Classificado como o território mais pobre da França, Mayotte ainda está avaliando os estragos provocados pelo ciclone, que ocorreu no sábado (14/12). As autoridades locais estão mobilizando equipes de resgate para lidar com os danos significativos e realizar operações de auxílio às comunidades afetadas.
A intensidade do ciclone tropical aumentou consideravelmente ao cruzar o Canal de Moçambique durante a noite, tocando a terra cerca de 40 km ao sul da cidade de Pemba, segundo informações do serviço meteorológico local. O diretor do Instituto Nacional de Meteorologia de Moçambique, Adérito Aramuge, relatou a severidade da situação, destacando a falta de comunicação com Pemba desde as primeiras horas da manhã.
A Unicef, que atua na região, se comprometeu a prestar assistência às vítimas da tempestade. Casas, escolas e unidades de saúde foram parcial ou totalmente destruídas, exigindo um esforço conjunto entre a agência da ONU e o governo para garantir a continuidade dos serviços essenciais.
Os serviços meteorológicos moçambicanos emitiram alertas para tempestades, ventos com rajadas de até 260 km/h e chuvas torrenciais de mais de 250 mm em 24 horas nas províncias de Cabo Delgado e Nampula. Imagens vindas de Pemba mostram a intensidade das chuvas, ventos que dobraram árvores e casas danificadas pela força da tempestade.
Em Mayotte, o cenário é descrito como apocalíptico, com telhados arrancados, postes de energia e árvores derrubados.
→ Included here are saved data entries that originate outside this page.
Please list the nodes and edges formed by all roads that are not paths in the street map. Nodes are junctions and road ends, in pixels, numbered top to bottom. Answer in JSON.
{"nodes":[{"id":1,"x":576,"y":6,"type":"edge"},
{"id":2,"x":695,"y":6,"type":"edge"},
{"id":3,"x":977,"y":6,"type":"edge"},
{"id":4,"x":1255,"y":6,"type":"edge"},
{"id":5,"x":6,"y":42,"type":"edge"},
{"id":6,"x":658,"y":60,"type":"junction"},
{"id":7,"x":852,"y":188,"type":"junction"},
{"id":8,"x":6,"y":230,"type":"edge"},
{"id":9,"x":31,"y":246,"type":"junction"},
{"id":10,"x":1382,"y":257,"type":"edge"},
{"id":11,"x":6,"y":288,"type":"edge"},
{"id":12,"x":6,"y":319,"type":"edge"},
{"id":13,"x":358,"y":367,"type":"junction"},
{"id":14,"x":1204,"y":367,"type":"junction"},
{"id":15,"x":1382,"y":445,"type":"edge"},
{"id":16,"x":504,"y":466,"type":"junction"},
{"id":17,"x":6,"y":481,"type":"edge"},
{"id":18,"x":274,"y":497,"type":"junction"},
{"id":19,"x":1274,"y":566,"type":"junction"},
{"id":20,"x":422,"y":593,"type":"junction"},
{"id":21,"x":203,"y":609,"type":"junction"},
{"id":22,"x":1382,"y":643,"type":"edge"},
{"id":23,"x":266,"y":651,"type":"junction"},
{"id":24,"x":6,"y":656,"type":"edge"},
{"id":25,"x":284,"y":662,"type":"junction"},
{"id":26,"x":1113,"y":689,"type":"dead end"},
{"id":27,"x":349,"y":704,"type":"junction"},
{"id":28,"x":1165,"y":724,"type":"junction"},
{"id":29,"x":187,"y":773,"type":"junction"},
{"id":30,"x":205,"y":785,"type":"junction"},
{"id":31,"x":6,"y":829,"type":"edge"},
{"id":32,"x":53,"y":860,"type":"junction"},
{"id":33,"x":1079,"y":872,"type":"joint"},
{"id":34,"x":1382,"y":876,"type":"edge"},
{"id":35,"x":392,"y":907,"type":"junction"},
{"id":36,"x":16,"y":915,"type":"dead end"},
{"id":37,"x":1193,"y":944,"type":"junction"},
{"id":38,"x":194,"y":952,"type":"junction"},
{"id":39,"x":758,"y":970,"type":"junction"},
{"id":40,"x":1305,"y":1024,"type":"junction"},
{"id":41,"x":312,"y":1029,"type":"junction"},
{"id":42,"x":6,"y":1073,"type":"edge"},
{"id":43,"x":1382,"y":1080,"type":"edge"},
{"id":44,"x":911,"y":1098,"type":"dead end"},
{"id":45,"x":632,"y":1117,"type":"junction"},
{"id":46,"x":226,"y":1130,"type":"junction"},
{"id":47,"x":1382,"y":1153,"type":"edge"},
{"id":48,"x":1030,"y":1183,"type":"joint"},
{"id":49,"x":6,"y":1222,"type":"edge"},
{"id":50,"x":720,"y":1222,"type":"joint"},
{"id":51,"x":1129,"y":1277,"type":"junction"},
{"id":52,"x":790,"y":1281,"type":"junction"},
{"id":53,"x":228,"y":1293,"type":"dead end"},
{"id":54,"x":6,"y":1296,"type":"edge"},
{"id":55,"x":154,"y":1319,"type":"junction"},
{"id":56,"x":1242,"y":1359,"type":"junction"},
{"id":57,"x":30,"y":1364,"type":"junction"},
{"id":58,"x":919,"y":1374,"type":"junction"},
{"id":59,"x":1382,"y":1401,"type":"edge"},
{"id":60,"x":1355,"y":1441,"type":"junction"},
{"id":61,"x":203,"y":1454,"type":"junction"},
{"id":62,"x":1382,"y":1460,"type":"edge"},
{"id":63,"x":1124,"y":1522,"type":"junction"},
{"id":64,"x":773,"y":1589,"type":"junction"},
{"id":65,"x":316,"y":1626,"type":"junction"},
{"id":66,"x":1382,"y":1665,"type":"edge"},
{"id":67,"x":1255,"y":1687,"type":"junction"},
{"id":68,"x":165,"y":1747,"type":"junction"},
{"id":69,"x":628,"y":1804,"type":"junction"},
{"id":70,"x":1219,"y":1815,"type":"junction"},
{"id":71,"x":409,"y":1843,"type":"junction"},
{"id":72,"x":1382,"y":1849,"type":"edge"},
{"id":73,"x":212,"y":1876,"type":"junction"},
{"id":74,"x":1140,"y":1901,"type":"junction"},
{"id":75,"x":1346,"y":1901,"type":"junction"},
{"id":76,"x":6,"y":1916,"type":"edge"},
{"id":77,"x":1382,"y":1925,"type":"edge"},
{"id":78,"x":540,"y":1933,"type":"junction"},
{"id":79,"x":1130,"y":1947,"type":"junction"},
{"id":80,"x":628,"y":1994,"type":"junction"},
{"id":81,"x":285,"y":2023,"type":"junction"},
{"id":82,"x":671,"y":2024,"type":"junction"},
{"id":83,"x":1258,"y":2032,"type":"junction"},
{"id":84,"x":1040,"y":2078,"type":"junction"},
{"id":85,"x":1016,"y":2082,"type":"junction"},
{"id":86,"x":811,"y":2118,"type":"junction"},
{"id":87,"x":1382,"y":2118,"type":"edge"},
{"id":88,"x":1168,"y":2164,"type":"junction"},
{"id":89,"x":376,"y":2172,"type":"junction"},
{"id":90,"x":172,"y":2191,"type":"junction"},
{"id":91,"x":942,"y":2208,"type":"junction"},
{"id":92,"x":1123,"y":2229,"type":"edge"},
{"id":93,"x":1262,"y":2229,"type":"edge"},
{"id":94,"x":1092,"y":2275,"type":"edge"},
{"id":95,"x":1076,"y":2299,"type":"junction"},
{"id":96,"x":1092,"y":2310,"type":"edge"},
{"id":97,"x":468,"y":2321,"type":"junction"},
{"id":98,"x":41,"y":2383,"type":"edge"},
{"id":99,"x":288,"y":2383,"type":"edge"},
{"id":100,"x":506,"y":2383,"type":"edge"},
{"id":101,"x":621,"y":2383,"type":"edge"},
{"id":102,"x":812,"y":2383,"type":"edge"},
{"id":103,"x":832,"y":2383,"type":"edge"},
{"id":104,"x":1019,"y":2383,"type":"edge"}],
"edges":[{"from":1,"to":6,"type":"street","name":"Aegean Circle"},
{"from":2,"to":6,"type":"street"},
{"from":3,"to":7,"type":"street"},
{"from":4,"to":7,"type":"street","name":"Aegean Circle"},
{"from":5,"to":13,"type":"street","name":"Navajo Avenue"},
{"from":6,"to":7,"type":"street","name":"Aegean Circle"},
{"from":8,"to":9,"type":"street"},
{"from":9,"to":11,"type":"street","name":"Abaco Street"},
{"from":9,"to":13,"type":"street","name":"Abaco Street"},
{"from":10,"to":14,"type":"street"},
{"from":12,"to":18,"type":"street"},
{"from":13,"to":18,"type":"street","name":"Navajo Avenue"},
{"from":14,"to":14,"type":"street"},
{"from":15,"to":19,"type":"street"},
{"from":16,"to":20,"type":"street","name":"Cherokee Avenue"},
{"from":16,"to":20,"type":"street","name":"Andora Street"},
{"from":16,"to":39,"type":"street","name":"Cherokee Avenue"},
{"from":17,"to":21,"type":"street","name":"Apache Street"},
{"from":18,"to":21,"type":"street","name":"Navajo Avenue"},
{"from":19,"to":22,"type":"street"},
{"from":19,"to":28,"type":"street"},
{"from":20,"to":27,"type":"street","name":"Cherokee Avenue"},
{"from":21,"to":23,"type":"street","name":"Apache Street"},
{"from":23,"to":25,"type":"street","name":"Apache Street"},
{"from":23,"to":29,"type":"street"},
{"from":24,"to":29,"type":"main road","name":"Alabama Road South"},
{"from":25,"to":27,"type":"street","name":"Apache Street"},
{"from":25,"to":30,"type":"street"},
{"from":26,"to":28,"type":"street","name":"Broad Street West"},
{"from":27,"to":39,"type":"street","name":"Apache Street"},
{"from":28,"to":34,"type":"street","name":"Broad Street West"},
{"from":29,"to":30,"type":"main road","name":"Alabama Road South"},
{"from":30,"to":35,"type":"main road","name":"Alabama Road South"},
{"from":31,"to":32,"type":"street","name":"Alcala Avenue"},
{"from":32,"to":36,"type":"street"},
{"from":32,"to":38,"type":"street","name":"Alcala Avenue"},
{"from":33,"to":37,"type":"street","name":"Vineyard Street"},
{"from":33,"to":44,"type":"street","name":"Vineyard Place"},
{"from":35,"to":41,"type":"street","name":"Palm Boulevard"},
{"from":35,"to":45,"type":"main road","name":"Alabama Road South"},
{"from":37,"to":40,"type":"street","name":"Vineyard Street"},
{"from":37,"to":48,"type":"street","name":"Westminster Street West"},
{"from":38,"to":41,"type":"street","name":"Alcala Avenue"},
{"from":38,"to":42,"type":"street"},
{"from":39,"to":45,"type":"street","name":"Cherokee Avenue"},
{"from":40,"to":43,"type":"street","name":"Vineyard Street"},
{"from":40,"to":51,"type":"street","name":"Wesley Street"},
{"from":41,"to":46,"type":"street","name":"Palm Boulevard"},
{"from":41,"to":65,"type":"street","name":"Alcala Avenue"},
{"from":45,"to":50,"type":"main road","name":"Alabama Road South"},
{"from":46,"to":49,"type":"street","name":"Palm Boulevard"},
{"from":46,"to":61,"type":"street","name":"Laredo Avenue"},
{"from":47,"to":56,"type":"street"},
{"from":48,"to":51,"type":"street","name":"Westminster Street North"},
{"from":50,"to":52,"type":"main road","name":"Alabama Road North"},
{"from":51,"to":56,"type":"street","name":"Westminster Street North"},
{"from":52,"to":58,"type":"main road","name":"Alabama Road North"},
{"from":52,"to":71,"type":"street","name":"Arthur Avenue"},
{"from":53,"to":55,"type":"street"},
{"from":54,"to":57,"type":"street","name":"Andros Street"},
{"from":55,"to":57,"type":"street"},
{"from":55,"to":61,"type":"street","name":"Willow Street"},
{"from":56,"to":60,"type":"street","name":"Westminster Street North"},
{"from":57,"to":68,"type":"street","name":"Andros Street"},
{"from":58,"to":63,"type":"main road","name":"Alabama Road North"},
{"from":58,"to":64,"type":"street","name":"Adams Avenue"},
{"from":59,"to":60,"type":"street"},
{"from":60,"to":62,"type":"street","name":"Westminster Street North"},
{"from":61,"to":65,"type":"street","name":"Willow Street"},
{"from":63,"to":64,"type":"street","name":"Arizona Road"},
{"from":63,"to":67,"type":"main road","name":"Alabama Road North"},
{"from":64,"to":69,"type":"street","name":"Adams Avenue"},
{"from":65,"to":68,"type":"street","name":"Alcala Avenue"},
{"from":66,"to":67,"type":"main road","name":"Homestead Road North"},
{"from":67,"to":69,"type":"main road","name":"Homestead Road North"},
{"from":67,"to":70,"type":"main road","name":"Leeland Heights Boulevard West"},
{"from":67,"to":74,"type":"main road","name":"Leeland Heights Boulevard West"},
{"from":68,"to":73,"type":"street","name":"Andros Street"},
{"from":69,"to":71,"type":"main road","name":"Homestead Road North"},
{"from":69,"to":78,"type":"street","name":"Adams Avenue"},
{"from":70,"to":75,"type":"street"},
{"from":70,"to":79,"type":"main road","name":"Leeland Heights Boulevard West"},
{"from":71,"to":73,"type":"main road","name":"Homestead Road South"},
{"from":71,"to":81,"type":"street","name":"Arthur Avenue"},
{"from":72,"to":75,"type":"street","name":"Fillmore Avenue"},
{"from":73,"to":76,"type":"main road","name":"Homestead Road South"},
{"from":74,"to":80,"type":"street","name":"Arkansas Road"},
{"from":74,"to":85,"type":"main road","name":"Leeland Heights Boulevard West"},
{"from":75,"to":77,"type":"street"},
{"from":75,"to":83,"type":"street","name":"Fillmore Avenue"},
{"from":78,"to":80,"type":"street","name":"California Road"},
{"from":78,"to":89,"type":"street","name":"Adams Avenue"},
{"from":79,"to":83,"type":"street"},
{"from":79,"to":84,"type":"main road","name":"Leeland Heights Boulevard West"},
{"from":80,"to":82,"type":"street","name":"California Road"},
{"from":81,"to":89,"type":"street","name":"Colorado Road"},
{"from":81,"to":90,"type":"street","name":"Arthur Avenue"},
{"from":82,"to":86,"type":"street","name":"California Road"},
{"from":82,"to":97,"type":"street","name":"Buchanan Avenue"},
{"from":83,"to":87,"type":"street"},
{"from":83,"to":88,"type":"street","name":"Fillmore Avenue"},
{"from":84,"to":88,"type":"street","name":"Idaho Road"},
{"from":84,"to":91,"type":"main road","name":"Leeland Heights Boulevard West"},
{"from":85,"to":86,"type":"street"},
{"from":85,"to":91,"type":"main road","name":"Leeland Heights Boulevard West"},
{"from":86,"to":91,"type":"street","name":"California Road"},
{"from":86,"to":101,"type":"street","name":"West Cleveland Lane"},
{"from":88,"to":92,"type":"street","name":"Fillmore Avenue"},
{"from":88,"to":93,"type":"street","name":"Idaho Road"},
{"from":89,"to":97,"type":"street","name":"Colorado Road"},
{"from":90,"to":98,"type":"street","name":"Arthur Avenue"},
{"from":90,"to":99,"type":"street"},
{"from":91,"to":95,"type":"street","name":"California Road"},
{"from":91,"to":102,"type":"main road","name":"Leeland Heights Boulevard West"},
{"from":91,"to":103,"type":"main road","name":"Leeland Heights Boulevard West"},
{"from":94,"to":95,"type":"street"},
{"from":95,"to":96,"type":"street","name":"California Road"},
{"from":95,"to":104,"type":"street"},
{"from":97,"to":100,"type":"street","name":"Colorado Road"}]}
O ciclone Chido é considerado o mais intenso a atingir o território ultramarino francês em mais de 90 anos, deixando um terço da população, estimada em 320 mil habitantes, vivendo em abrigos precários, agora completamente destruídos.
A situação é ainda mais complicada devido à presença de imigrantes ilegais na região, que, temendo detenção e deportação, resistiram em buscar abrigo seguro durante a passagem do ciclone. O ministro do Interior da França, Bruno Retailleau, reconheceu a gravidade da situação e mobilizou ações de resgate e logística para atender às necessidades das comunidades afetadas.
Neste momento de crise, a solidariedade e a união da população tornam-se fundamentais. As autoridades locais pedem que os habitantes permaneçam confinados e solidários, enquanto esforços de resgate e assistência seguem em curso para minimizar os impactos do ciclone Chido em Moçambique e em Mayotte.